RECIPE: Bloody Mary Ice Lollies

More than half of the food the average Trinbagonian eats is imported. This should come as no surprise since our twin isle’s annual food import bill is approximately $6 billion. By purchasing local, you funnel money back into our community and support its growth and sustainability for future generations. Our weekly column “In Season” features a sweet and savoury recipe for one readily-available ingredient, so you can take advantage of the vibrant bounty from farmers’ markets, local farm stands, and your own yard.

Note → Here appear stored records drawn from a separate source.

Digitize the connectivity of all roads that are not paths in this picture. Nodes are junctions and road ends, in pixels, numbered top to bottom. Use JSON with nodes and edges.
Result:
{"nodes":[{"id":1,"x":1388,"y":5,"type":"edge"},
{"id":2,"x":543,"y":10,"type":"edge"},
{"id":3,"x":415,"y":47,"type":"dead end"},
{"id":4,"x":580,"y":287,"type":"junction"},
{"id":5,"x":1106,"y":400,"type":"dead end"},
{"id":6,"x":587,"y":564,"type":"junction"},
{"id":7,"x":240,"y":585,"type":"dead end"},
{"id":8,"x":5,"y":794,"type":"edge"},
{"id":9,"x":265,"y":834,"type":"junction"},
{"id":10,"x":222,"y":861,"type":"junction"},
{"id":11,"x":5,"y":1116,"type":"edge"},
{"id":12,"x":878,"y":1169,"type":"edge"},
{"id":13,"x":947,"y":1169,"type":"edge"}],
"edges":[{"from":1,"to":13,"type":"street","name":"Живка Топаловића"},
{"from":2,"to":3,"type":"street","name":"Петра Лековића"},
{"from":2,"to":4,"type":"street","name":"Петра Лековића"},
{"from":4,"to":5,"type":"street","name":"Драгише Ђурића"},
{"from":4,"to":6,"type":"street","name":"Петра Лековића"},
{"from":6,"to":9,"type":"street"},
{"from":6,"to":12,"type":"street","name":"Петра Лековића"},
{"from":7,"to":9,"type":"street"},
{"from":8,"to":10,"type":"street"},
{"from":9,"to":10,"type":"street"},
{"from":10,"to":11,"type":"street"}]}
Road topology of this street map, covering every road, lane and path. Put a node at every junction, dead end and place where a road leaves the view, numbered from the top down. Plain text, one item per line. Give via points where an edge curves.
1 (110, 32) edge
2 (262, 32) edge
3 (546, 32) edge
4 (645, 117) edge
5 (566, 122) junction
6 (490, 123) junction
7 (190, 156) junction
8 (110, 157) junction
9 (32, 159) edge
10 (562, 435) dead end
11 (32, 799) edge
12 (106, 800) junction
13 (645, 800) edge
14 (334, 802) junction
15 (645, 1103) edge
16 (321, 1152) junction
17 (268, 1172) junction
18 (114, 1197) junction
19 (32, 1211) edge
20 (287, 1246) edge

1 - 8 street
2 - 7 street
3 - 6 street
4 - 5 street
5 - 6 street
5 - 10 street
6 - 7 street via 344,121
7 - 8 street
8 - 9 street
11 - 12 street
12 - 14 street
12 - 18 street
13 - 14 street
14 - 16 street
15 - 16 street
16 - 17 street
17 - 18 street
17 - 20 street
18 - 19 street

In Trinidad, tomatoes are found growing in most people’s yards, coming in many different sizes, shapes and colours. It holds a special place in our cuisine as we’re famous for throwing ripe tomatoes into stews, sandwiches and salads. This week, we could have stuck to the basics and given you our homemade tomato choka recipe, but you already know how to make that (and we bet your mom’s secret recipe can’t be beat). So, here's a completely new, out-of-the-box idea to switch things up.

Bloody Mary Ice Lollies 

Imagine all the classic flavours of Bloody Mary combined in a boozy ice lolly. Yes, horseradish, black pepper, Worcestershire and hot sauce are all here. But, we’ve also added pickle juice to the mix because that’s the secret behind every good Bloody Mary. (If you don’t have, olive juice will work well, too!) Both the pickle and lemon juices help to thin out the thick tomato juice and deliver that perfect pop consistency.
Feel free to make these ice pops with or without alcohol. Because alcohol does not freeze, some of these ice lollies will not get completely frozen. They’ll all freeze a bit different; the more alcohol in them, the less hard they’ll be. Turn your freezer up high and wait for them to set.


 Yields: 8 servings 
Prep Time: 10 minutes 
Freeze Time: 8 hours


10 tomatoes (about 2 cups fresh tomato juice)
2 cloves garlic
1⁄3 cup vodka
1⁄4 cup pickle juice
2 tablespoons fresh lime juice
3⁄4 teaspoon Worcestershire sauce 1⁄2 tablespoon horseradish
1⁄2 teaspoon Tabasco sauce
1⁄4 teaspoon celery salt
1⁄8 teaspoon coarse black pepper
Process the tomatoes and garlic in a
blender until completely puréed.
2 Using a sieve, separate the liquid from the pulp. Don’t discard the pulp. You can use it for various recipes in place of vegetable stock.
3 Add all remaining ingredients to the tomato juice and mix well.
4 Pour the Bloody Mary mix that you just made into a popsicle mold, filling each about three-quarters of the way and then insert a wooden stick.
5 Place the Bloody Mary ice lollies in the freezer and allow freezing overnight, or 8 hours.